NSA's Information Assurance Directorate releases “goSecure” vpn made easy - SEJeff
https://iadgov.github.io/goSecure/
======
nwrk
Disclaimer of Warranty

This Work is provided "as is." Any express or implied warranties, including
but not limited to, the implied warranties of merchantability and fitness for
a particular purpose are disclaimed.
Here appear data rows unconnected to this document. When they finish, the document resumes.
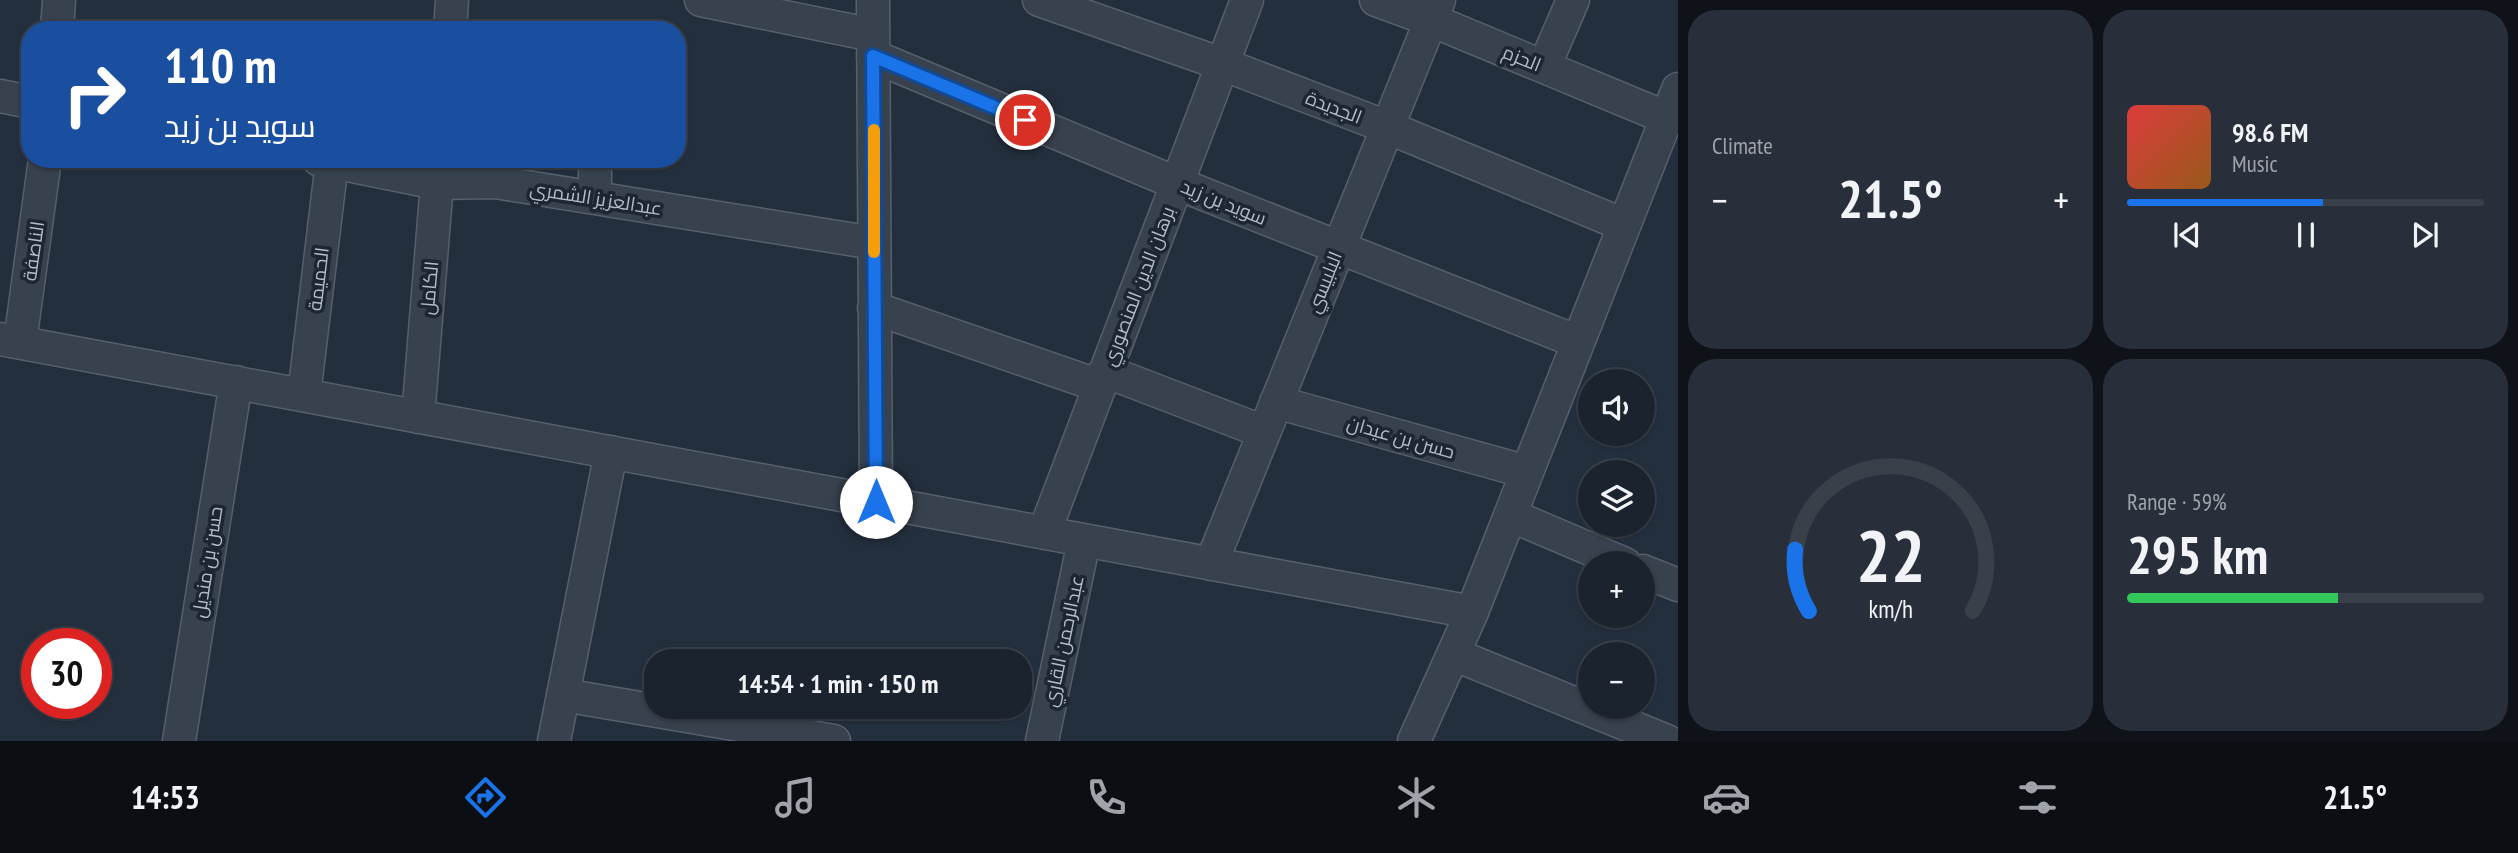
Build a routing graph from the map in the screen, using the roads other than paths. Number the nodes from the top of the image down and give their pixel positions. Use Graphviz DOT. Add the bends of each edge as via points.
graph roads {
  1 [pos="59,0"];
  2 [pos="452,0"];
  3 [pos="701,0"];
  4 [pos="873,0"];
  5 [pos="1039,0"];
  6 [pos="1247,0"];
  7 [pos="1376,0"];
  8 [pos="1573,0"];
  9 [pos="1435,10"];
  10 [pos="58,21"];
  11 [pos="451,21"];
  12 [pos="873,46"];
  13 [pos="1222,64"];
  14 [pos="1544,67"];
  15 [pos="1678,89"];
  16 [pos="0,96"];
  17 [pos="21,100"];
  18 [pos="1667,118"];
  19 [pos="1387,127"];
  20 [pos="43,168"];
  21 [pos="324,168"];
  22 [pos="404,168"];
  23 [pos="595,168"];
  24 [pos="438,171"];
  25 [pos="1176,183"];
  26 [pos="595,198"];
  27 [pos="1624,225"];
  28 [pos="874,243"];
  29 [pos="1338,247"];
  30 [pos="874,308"];
  31 [pos="10,341"];
  32 [pos="1578,342"];
  33 [pos="1103,378"];
  34 [pos="236,382"];
  35 [pos="304,395"];
  36 [pos="1276,402"];
  37 [pos="418,416"];
  38 [pos="1264,432"];
  39 [pos="611,452"];
  40 [pos="1527,472"];
  41 [pos="876,502"];
  42 [pos="1510,515"];
  43 [pos="1044,533"];
  44 [pos="1084,541"];
  45 [pos="1594,551"];
  46 [pos="1211,564"];
  47 [pos="1655,576"];
  48 [pos="1678,585"];
  49 [pos="1472,612"];
  50 [pos="1453,654"];
  51 [pos="563,695"];
  52 [pos="179,741"];
  53 [pos="554,741"];
  54 [pos="834,741"];
  55 [pos="1042,741"];
  56 [pos="1414,741"];
  57 [pos="1667,741"];
  1 -- 10 [label="street"];
  2 -- 11 [label="street"];
  3 -- 12 [label="street, سويد بن زيد"];
  4 -- 12 [label="street"];
  5 -- 13 [label="street, الجديدة"];
  6 -- 13 [label="street, برهان الدين المنصوري"];
  7 -- 9 [label="street, الحزم"];
  8 -- 14 [label="street"];
  9 -- 14 [label="street, الحزم"];
  9 -- 19 [label="street, البلبيسي"];
  12 -- 25 [label="street, سويد بن زيد"];
  12 -- 28 [label="street"];
  13 -- 19 [label="street, الجديدة"];
  13 -- 25 [label="street, برهان الدين المنصوري"];
  14 -- 18 [label="street, الحزم"];
  15 -- 18 [label="street"];
  16 -- 17 [label="street"];
  18 -- 27 [label="street"];
  19 -- 27 [label="street, الجديدة"];
  19 -- 29 [label="street, البلبيسي"];
  20 -- 31 [label="street, الناصفة"];
  21 -- 35 [label="street, الحميمة"];
  22 -- 24 [label="street, عبدالعزيز الشمري"];
  23 -- 26 [label="street"];
  24 -- 26 [label="street, عبدالعزيز الشمري"];
  24 -- 37 [label="street, الكامل"];
  25 -- 29 [label="street, سويد بن زيد"];
  25 -- 33 [label="street, برهان الدين المنصوري"];
  26 -- 28 [label="street, عبدالعزيز الشمري"];
  27 -- 32 [label="street"];
  28 -- 30 [label="street"];
  29 -- 32 [label="street, سويد بن زيد"];
  29 -- 36 [label="street, البلبيسي"];
  30 -- 33 [label="street"];
  30 -- 41 [label="street"];
  31 -- 34 [label="street"];
  32 -- 40 [label="street"];
  33 -- 38 [label="street"];
  33 -- 43 [label="street, برهان الدين المنصوري"];
  34 -- 35 [label="street"];
  34 -- 52 [label="street, حسن بن منديل"];
  35 -- 37 [label="street"];
  36 -- 38 [label="street, البلبيسي"];
  36 -- 40 [label="street, حسن بن عيدان"];
  37 -- 39 [label="street"];
  38 -- 46 [label="street, البلبيسي"];
  39 -- 41 [label="street"];
  39 -- 51 [label="street"];
  40 -- 42 [label="street"];
  41 -- 43 [label="street"];
  42 -- 45 [label="street"];
  42 -- 49 [label="street"];
  43 -- 44 [label="street"];
  44 -- 46 [label="street"];
  44 -- 55 [label="street, عبدالرحمن القاري"];
  46 -- 49 [label="street"];
  47 -- 48 [label="street"];
  49 -- 50 [label="street"];
  50 -- 56 [label="street"];
  50 -- 57 [label="street"];
  51 -- 53 [label="street"];
  51 -- 54 [label="street"];
}
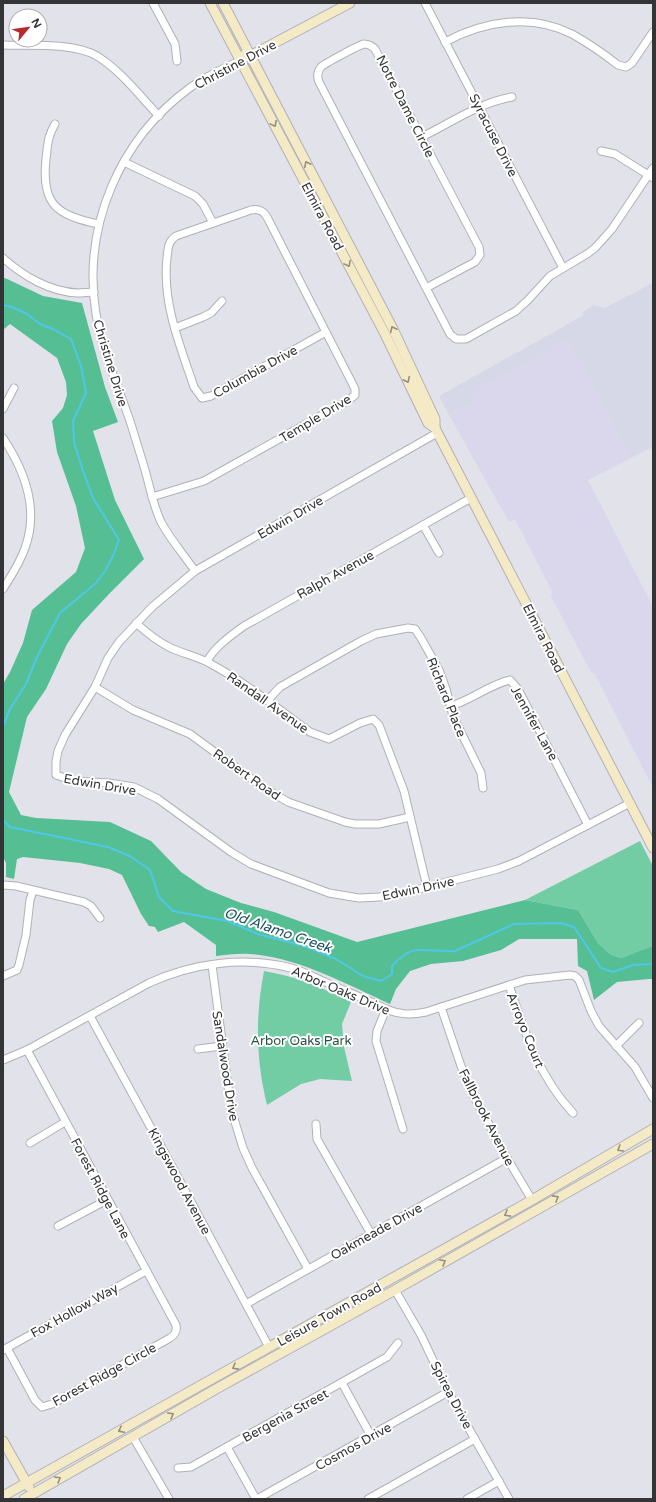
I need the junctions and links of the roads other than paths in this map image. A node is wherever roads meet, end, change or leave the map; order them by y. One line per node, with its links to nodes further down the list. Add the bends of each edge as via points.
1 (153, 3): 11 (street, via 176,44)
2 (211, 3): 9 (main road, via 226,23 241,51); 10 (main road, Elmira Road)
3 (223, 3): 9 (main road, Elmira Road)
4 (350, 3): 9 (main road, Christine Drive)
5 (425, 3): 7 (street, Syracuse Drive)
6 (653, 32): 7 (street, via 632,63 626,67 618,65 572,34 528,22 481,26)
7 (445, 42): 13 (street, Syracuse Drive)
8 (3, 45): 14 (street, via 79,49 96,56 117,71)
9 (250, 56): 10 (street, Christine Drive); 15 (main road, Elmira Road)
10 (241, 60): 14 (street, Christine Drive, via 191,87); 15 (main road, via 248,63 268,99); 34 (main road, Elmira Road, one-way to 34, via 381,327 428,423)
11 (177, 61)
12 (512, 97): 13 (street)
13 (480, 107): 17 (street); 26 (street, Syracuse Drive)
14 (159, 116): 19 (street, Christine Drive, via 138,140)
15 (282, 116): 34 (main road, Elmira Road, one-way to 15, via 435,419 393,329)
16 (55, 124): 24 (street, via 48,135 45,175 48,192 55,205 68,216)
17 (422, 137): 27 (street, Notre Dame Circle, via 480,252 474,263); 27 (street, Notre Dame Circle, via 373,46 361,45 320,68 317,76 319,82)
18 (601, 151): 21 (street, via 615,154)
19 (124, 162): 23 (street, via 195,196 204,204); 24 (street, Christine Drive, via 112,183)
20 (653, 168): 21 (street)
21 (651, 176): 26 (street, via 606,237 588,254)
22 (261, 210): 23 (street, Columbia Drive, via 253,209); 31 (street, Temple Drive)
23 (213, 223): 30 (street, Columbia Drive, via 176,236 169,245 166,291)
24 (98, 224): 28 (street, Christine Drive, via 93,272)
25 (3, 258): 28 (street, via 24,275 56,289 77,293)
26 (563, 268): 27 (street, Notre Dame Circle, via 550,276 522,306 466,339 456,339 450,334)
27 (426, 288)
28 (94, 292): 36 (street, Christine Drive, via 102,337)
29 (222, 301): 30 (street, via 207,315)
30 (175, 328): 31 (street, Columbia Drive, via 194,387 202,398 211,396)
31 (326, 332): 36 (street, Temple Drive, via 355,389 355,395 204,481)
32 (14, 388): 33 (street)
33 (3, 409)
34 (436, 431): 37 (main road, Elmira Road); 40 (street, Edwin Drive)
35 (3, 438): 41 (street, via 26,483 31,514 25,549)
36 (152, 497): 40 (street, Christine Drive, via 164,527)
37 (471, 498): 38 (street, Ralph Avenue); 48 (main road, Elmira Road)
38 (422, 525): 39 (street); 43 (street, Ralph Avenue, via 244,626 210,654)
39 (439, 553)
40 (195, 571): 42 (street, Edwin Drive)
41 (3, 589)
42 (136, 623): 43 (street, Randall Avenue, via 171,648); 44 (street, Edwin Drive, via 108,658)
43 (207, 661): 45 (street, Randall Avenue)
44 (95, 687): 49 (street, Robert Road, via 132,710 190,734 261,786 288,802 355,824 379,824); 53 (street, Edwin Drive, via 65,735 58,751 56,775 74,781 134,787 158,799 250,864 328,893 359,898 378,897)
45 (267, 701): 46 (street, Richard Place, via 280,687 361,641 376,634 411,628 417,631 439,670); 49 (street, Randall Avenue, via 310,732 329,739 373,718 379,725 404,791)
46 (451, 706): 47 (street, Richard Place, via 481,773); 50 (street, Jennifer Lane, via 510,680 518,689)
47 (483, 788)
48 (630, 803): 50 (street, Edwin Drive); 51 (main road, Elmira Road)
49 (410, 817): 53 (street, Randall Avenue)
50 (588, 825): 53 (street, Edwin Drive, via 519,861)
51 (653, 848)
52 (3, 886): 54 (street, via 16,886)
53 (427, 887)
54 (33, 891): 55 (street, via 84,902 91,906); 57 (street, via 19,965 17,970)
55 (100, 918)
56 (212, 965): 60 (street, Arbor Oaks Drive, via 237,962 267,963 291,968); 61 (street, Arbor Oaks Drive, via 166,975); 63 (street, Sandalwood Drive)
57 (3, 976)
58 (509, 985): 59 (street, Arbor Oaks Drive); 64 (street, Arbor Oaks Drive, via 551,976 575,976 581,983 595,1019); 69 (street, Arroyo Court, via 536,1060)
59 (441, 1007): 60 (street, Arbor Oaks Drive, via 412,1015 398,1014); 76 (street, Fallbrook Avenue, via 473,1095)
60 (386, 1009): 72 (street, via 377,1031 376,1041)
61 (90, 1016): 66 (street, Arbor Oaks Drive); 86 (street, Kingswood Avenue)
62 (639, 1023): 64 (street)
63 (222, 1046): 65 (street); 83 (street, Sandalwood Drive, via 231,1109 243,1148)
64 (616, 1046): 68 (street, Arbor Oaks Drive, via 635,1067)
65 (198, 1049)
66 (27, 1050): 67 (street, Arbor Oaks Drive); 70 (street, Forest Ridge Lane)
67 (3, 1060)
68 (653, 1098)
69 (573, 1113)
70 (65, 1122): 74 (street); 77 (street, Forest Ridge Lane)
71 (316, 1124): 81 (street, via 317,1139)
72 (403, 1129)
73 (653, 1129): 78 (main road, Leisure Town Road, one-way to 78)
74 (30, 1143)
75 (653, 1144): 79 (main road, Leisure Town Road, one-way to 75)
76 (507, 1158): 78 (street, Fallbrook Avenue); 81 (street, Oakmeade Drive)
77 (108, 1200): 80 (street); 84 (street, Forest Ridge Lane)
78 (532, 1200): 79 (main road, via 530,1206); 82 (main road, Leisure Town Road, one-way to 82)
79 (512, 1223): 85 (main road, Leisure Town Road, one-way to 79)
80 (58, 1226)
81 (370, 1234): 83 (street, Oakmeade Drive)
82 (457, 1242): 85 (main road, via 399,1281); 89 (main road, Leisure Town Road)
83 (308, 1270): 86 (street, Oakmeade Drive)
84 (146, 1271): 87 (street, Forest Ridge Lane); 90 (street, Fox Hollow Way)
85 (395, 1290): 92 (main road, Leisure Town Road); 93 (street, Spirea Drive, via 421,1335)
86 (246, 1304): 89 (street, Kingswood Avenue)
87 (176, 1325): 90 (street, Forest Ridge Circle, via 173,1336 52,1404 42,1407 35,1400)
88 (398, 1344): 91 (street, Bergenia Street, via 387,1357)
89 (269, 1347): 92 (main road, via 259,1360); 101 (main road, Leisure Town Road, one-way to 101)
90 (5, 1349)
91 (342, 1383): 94 (street); 98 (street, Bergenia Street)
92 (216, 1389): 95 (main road, Leisure Town Road, one-way to 92)
93 (448, 1392): 94 (street, Cosmos Drive); 96 (street, Spirea Drive)
94 (371, 1436): 106 (street, Cosmos Drive)
95 (133, 1437): 102 (main road, Leisure Town Road, one-way to 95); 105 (street)
96 (475, 1439): 100 (street, Spirea Drive); 107 (street)
97 (3, 1441): 101 (main road)
98 (228, 1447): 99 (street, Bergenia Street, via 191,1467); 106 (street)
99 (178, 1468)
100 (499, 1481): 108 (street); 109 (street, Spirea Drive)
101 (27, 1483): 102 (main road); 103 (main road, Leisure Town Road)
102 (33, 1494): 104 (main road, Leisure Town Road)
103 (3, 1496)
104 (24, 1499)
105 (169, 1499)
106 (257, 1499)
107 (368, 1499)
108 (467, 1499)
109 (509, 1499)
In no event shall the United States
Government be liable for any direct, indirect, incidental, special, exemplary
or consequential damages (including, but not limited to, procurement of
substitute goods or services, loss of use, data or profits, or business
interruption) however caused and on any theory of liability, whether in
contract, strict liability, or tort (including negligence or otherwise)
arising in any way out of the use of this Guidance, even if advised of the
possibility of such damage.

------
SEJeff
Note that they give the webapp sudo root access on the Raspberry Pi that runs
the access point's captive portal. This is borderline security incompetence:
[https://github.com/iadgov/goSecure/blob/master/scripts/pi_mg...](https://github.com/iadgov/goSecure/blob/master/scripts/pi_mgmt.py)

------
technion

        userPasswordHash = hashlib.sha256(str(stored_salt) + password).hexdigest()
    

Should I have expected better of the NSA?